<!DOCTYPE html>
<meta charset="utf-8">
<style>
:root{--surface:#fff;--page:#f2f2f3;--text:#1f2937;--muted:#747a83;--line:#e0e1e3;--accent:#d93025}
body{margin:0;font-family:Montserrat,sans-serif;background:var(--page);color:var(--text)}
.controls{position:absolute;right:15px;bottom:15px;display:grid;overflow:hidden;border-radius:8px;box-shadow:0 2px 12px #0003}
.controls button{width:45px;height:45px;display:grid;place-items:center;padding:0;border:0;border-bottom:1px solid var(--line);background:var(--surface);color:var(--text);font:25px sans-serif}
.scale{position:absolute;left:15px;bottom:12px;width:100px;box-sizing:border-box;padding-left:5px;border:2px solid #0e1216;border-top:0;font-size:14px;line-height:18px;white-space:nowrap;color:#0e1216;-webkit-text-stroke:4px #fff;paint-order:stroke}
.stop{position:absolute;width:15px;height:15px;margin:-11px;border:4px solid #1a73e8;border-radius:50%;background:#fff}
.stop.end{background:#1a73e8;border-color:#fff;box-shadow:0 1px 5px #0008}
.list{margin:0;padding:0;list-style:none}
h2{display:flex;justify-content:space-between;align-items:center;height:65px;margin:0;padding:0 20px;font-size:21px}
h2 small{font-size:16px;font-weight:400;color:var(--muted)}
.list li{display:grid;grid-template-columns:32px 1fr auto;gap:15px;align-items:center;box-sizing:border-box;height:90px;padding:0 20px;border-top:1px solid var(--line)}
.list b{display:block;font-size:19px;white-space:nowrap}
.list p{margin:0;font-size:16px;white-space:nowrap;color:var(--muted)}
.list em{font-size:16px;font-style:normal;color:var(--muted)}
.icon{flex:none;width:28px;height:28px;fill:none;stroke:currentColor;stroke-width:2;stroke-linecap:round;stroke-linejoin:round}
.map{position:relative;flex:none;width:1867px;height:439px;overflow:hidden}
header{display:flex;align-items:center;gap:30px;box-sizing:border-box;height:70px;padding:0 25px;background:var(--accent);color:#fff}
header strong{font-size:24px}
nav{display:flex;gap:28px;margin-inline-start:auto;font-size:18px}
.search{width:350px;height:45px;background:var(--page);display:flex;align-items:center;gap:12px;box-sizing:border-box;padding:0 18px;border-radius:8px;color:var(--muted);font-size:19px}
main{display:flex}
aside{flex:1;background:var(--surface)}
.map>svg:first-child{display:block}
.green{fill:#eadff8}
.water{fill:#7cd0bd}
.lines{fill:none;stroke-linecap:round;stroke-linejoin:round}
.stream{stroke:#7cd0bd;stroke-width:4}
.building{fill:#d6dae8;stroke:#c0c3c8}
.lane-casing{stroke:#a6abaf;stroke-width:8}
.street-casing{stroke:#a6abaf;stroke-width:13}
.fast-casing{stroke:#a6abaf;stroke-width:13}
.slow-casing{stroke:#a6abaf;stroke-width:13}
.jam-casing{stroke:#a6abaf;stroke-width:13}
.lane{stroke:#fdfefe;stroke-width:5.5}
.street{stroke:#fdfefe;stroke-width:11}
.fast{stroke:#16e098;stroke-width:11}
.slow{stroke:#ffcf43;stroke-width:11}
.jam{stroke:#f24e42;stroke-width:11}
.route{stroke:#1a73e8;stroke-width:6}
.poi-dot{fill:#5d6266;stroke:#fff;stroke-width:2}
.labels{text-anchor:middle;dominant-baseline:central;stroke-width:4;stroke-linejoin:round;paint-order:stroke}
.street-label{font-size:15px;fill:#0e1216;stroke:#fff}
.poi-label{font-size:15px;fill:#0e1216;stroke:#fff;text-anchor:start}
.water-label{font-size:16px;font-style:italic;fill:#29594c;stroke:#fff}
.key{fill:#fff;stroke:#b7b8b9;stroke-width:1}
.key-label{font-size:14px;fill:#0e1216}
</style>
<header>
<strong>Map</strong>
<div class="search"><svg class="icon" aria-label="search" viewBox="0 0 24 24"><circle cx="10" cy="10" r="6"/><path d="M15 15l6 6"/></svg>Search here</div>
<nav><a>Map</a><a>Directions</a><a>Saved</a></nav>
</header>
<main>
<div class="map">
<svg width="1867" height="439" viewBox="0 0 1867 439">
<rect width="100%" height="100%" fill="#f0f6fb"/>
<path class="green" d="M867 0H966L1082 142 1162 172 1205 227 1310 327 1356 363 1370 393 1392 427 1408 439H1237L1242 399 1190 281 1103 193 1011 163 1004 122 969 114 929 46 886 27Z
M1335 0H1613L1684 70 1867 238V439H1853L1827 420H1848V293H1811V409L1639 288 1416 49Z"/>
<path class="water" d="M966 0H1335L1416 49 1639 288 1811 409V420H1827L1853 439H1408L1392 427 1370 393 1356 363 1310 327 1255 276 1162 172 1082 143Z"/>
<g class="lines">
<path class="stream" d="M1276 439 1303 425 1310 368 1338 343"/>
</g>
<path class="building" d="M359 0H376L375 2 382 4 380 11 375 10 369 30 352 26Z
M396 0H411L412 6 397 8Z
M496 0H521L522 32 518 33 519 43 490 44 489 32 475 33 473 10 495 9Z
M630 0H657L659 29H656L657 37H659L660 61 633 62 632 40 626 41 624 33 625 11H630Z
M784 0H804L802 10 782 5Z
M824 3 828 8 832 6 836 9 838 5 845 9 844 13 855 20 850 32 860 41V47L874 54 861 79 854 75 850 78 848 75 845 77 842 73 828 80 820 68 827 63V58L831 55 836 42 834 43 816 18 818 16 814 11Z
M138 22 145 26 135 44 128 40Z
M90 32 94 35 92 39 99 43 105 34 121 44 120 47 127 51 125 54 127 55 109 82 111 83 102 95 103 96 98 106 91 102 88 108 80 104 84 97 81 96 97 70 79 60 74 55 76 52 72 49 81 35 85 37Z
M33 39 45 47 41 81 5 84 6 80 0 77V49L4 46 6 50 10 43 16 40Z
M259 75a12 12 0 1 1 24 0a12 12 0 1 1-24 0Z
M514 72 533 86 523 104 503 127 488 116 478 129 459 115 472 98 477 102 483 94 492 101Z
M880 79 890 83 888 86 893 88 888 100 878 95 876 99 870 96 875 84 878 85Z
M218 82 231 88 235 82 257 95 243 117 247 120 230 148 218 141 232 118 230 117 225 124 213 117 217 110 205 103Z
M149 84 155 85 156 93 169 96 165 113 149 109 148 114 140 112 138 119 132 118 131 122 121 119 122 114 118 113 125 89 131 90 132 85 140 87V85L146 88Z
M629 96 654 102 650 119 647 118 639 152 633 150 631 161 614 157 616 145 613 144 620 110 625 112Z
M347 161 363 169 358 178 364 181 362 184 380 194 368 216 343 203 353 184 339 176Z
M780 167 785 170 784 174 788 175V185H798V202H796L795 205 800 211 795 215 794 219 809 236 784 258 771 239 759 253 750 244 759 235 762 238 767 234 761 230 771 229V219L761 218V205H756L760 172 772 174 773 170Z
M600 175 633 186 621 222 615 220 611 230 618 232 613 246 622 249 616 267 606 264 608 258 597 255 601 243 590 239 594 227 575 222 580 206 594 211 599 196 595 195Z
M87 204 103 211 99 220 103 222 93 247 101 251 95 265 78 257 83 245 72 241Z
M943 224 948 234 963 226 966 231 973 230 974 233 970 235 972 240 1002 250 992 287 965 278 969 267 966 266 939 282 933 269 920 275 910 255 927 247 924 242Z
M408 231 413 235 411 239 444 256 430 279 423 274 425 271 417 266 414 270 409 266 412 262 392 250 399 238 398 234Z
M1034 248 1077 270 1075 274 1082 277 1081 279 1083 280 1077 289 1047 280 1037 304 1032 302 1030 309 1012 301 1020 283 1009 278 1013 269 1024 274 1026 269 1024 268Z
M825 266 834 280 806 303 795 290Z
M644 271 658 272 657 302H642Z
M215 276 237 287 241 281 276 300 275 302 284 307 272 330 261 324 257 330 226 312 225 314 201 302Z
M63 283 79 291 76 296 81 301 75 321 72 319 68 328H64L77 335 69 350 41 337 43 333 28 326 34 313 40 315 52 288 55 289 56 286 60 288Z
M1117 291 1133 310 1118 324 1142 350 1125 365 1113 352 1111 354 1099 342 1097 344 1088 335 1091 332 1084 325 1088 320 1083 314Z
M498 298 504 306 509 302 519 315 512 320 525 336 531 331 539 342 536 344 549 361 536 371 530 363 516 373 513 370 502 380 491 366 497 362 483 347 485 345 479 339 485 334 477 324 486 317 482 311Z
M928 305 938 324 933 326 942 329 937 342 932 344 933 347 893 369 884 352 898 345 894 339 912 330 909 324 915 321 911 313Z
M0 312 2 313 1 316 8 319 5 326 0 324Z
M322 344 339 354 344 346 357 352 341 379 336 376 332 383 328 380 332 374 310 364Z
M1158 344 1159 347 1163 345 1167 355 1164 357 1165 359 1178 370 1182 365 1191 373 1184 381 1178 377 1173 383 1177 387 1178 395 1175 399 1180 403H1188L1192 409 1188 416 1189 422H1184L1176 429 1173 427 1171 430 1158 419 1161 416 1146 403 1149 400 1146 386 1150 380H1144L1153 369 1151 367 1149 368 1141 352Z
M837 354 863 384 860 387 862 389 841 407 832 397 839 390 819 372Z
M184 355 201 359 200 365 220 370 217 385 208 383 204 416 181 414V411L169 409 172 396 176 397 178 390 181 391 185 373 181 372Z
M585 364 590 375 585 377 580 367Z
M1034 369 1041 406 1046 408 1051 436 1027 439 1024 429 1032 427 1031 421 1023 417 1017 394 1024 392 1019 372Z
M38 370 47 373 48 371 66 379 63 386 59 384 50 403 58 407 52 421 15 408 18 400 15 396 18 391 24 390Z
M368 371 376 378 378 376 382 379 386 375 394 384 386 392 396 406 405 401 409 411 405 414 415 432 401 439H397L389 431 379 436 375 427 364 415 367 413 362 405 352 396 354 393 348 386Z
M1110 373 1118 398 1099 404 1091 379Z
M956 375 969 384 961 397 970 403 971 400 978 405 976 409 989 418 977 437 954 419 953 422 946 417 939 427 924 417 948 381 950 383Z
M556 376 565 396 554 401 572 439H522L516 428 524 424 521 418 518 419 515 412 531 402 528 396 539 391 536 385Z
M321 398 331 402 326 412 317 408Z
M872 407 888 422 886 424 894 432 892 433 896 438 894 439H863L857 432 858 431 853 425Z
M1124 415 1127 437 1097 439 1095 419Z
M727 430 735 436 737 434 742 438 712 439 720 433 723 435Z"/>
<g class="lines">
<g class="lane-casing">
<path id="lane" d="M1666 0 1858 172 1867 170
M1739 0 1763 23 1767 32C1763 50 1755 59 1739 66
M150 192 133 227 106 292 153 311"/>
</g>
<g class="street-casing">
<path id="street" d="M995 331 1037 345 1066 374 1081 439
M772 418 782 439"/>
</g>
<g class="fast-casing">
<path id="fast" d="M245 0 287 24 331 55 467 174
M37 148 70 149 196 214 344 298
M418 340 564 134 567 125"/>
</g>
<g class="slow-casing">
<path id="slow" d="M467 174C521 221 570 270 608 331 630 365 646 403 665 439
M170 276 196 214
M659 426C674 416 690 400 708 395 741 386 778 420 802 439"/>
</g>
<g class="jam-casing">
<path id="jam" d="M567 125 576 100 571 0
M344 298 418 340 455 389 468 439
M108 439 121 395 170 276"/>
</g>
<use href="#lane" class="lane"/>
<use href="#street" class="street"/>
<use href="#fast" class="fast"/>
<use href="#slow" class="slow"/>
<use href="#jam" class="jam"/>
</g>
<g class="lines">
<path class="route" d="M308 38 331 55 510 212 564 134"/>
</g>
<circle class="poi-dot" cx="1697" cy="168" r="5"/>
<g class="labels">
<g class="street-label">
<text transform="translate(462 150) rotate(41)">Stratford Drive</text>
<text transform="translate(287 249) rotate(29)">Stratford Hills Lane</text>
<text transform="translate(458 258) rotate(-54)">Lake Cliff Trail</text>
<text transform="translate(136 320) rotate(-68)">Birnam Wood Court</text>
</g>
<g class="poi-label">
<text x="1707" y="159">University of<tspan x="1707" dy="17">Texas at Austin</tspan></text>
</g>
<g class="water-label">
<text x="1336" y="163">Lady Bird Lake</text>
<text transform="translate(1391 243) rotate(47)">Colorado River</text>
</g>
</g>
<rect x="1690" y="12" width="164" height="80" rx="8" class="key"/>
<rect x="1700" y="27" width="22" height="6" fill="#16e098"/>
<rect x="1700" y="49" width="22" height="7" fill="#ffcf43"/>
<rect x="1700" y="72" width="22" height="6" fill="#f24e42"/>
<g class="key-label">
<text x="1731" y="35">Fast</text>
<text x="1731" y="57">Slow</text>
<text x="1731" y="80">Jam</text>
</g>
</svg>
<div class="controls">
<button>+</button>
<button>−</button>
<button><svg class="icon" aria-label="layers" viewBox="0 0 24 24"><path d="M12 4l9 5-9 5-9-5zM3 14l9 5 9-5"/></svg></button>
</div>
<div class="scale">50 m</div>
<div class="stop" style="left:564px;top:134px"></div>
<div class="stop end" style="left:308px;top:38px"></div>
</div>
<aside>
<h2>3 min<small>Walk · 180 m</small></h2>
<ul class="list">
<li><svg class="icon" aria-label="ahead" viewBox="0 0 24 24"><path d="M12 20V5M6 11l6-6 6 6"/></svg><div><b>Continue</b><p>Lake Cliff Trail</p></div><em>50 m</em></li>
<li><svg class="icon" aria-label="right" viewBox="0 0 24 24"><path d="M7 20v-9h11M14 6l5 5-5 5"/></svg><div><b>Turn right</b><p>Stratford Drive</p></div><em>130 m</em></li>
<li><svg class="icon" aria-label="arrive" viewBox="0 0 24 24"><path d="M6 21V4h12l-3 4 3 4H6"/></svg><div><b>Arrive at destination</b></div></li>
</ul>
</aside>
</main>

▶ _Exercise brief_:
Check each line of the records above, and copy those that hold the word "linejoin".

▶ _Solution to this task_:
.icon{flex:none;width:28px;height:28px;fill:none;stroke:currentColor;stroke-width:2;stroke-linecap:round;stroke-linejoin:round}
.lines{fill:none;stroke-linecap:round;stroke-linejoin:round}
.labels{text-anchor:middle;dominant-baseline:central;stroke-width:4;stroke-linejoin:round;paint-order:stroke}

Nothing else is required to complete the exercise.